Analizando la historia, observando la vida cotidiana, vemos que, casi como regla, ejercer el poder está asociado con cierta dosis de impunidad. Ya sea el chofer de autobús o la cajera en un banco - disponiendo de pequeñas cuotas de poder (micropoderes) - al monarca absoluto, o al imperio de turno - inobjetables, totales - quienes detentan el poder no accionan sino como abusadores de su posición: el chofer se detiene cuando quiere, la potencia invade cuando lo decide - pese a que existan discursos y mecanismos que intenten evitarlo.

Todo pareciera indicar que el poder se asocia indisolublemente con su abuso; y es muy frágil la línea que separa uno de otro. Como se ha dicho con malicia: se es revolucionario hasta que se obtiene el poder. Ejemplos al respecto abundan.

¿Por qué un personaje como el Che Guevara puede ser figura mítica en tanto ejemplo de un ejercicio del poder no corrupto? Seguramente porque su actitud no es, precisamente, la más usual. Cuando se concibe la práctica de la autoridad, no es la horizontalidad lo primero que destaca. (Tangencialmente, además, podría abrirse la pregunta respecto a por qué Guevara abandonó la Revolución cubana: ¿razones de poder quizá? ¿Dos líderes en la isla eran demasiados?)

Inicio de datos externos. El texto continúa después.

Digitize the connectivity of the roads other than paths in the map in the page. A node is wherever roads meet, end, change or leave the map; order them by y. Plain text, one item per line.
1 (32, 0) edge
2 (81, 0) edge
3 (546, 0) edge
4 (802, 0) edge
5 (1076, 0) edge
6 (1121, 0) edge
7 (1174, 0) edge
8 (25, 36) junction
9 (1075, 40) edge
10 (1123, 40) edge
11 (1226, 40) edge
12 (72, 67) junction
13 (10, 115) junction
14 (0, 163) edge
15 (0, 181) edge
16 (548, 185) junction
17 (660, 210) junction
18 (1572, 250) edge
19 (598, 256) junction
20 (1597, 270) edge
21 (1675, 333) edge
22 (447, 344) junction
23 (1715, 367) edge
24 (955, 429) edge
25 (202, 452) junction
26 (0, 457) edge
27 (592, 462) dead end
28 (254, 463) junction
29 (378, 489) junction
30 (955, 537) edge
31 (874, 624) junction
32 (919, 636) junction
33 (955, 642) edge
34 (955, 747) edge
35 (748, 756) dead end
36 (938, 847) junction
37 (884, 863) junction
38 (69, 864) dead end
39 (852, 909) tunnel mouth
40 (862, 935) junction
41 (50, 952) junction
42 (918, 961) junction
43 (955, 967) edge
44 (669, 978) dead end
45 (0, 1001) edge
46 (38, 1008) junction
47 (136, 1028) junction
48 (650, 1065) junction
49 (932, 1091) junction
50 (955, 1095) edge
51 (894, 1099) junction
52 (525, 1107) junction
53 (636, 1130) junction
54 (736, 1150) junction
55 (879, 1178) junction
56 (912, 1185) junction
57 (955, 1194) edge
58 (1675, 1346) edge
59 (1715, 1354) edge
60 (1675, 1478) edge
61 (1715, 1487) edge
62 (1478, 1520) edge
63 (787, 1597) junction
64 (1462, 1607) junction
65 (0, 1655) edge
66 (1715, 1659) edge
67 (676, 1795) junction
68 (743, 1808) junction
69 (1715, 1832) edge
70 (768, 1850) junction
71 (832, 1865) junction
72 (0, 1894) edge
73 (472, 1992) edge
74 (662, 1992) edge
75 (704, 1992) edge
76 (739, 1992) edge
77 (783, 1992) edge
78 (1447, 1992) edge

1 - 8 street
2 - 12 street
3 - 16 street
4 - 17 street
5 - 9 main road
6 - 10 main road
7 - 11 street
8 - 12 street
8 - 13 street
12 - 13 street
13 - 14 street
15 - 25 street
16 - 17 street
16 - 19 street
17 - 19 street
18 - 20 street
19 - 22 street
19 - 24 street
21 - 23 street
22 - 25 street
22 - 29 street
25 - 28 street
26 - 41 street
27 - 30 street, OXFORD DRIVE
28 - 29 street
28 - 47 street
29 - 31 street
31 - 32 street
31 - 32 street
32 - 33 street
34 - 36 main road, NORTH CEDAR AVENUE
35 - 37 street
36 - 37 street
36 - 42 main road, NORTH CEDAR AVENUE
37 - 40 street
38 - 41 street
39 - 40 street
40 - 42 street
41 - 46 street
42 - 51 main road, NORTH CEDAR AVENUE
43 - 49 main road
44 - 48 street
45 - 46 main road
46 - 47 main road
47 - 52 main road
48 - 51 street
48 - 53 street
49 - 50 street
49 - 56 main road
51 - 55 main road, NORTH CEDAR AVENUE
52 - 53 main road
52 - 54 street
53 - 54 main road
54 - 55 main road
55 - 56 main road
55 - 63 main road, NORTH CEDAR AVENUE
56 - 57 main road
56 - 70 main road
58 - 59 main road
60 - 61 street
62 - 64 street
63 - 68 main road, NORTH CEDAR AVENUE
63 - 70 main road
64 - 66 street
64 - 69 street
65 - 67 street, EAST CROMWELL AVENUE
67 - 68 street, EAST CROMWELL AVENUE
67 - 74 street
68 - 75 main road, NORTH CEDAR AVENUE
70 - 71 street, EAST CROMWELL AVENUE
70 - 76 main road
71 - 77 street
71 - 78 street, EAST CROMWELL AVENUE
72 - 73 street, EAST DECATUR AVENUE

Para intentar sintetizar algo en este debate nunca del todo saldado podríamos dejar, al menos, un par de comentarios finales:

-Es absolutamente válida la mordaz apreciación respecto a que "el poder es 'malo' cuando no soy yo quien lo ejerce".
-Por lo que puede entreverse es difícil concebir una práctica del poder sin excesos ni abusos.
-El poder tiende a autojustificarse; el poder busca la impunidad.
-En todo caso podemos - y debemos - oponer a estas perpetuas transgresiones mecanismos sociales para fiscalizar la autoridad.
-Es difícil - cuando no imposible - propiciar, y mucho más concretar, un poder horizontal. Por tanto, una alternativa posible al autoritarismo es la democratización de los poderes, buscar compartirlo, su no concentración.

Queremos aclarar que de ninguna manera se pretende decir que el cumplimiento de una función pública dirigencial es forzosamente corrupta; hay, de hecho, muchísimos casos que lo demuestran. La pregunta en cuestión, básicamente, gira en torno al por qué tienta tanto el poder, y qué podemos plantearnos para evitar esa seducción (sabiendo que, una vez seducidos, podemos ser capaces de cualquier cosa).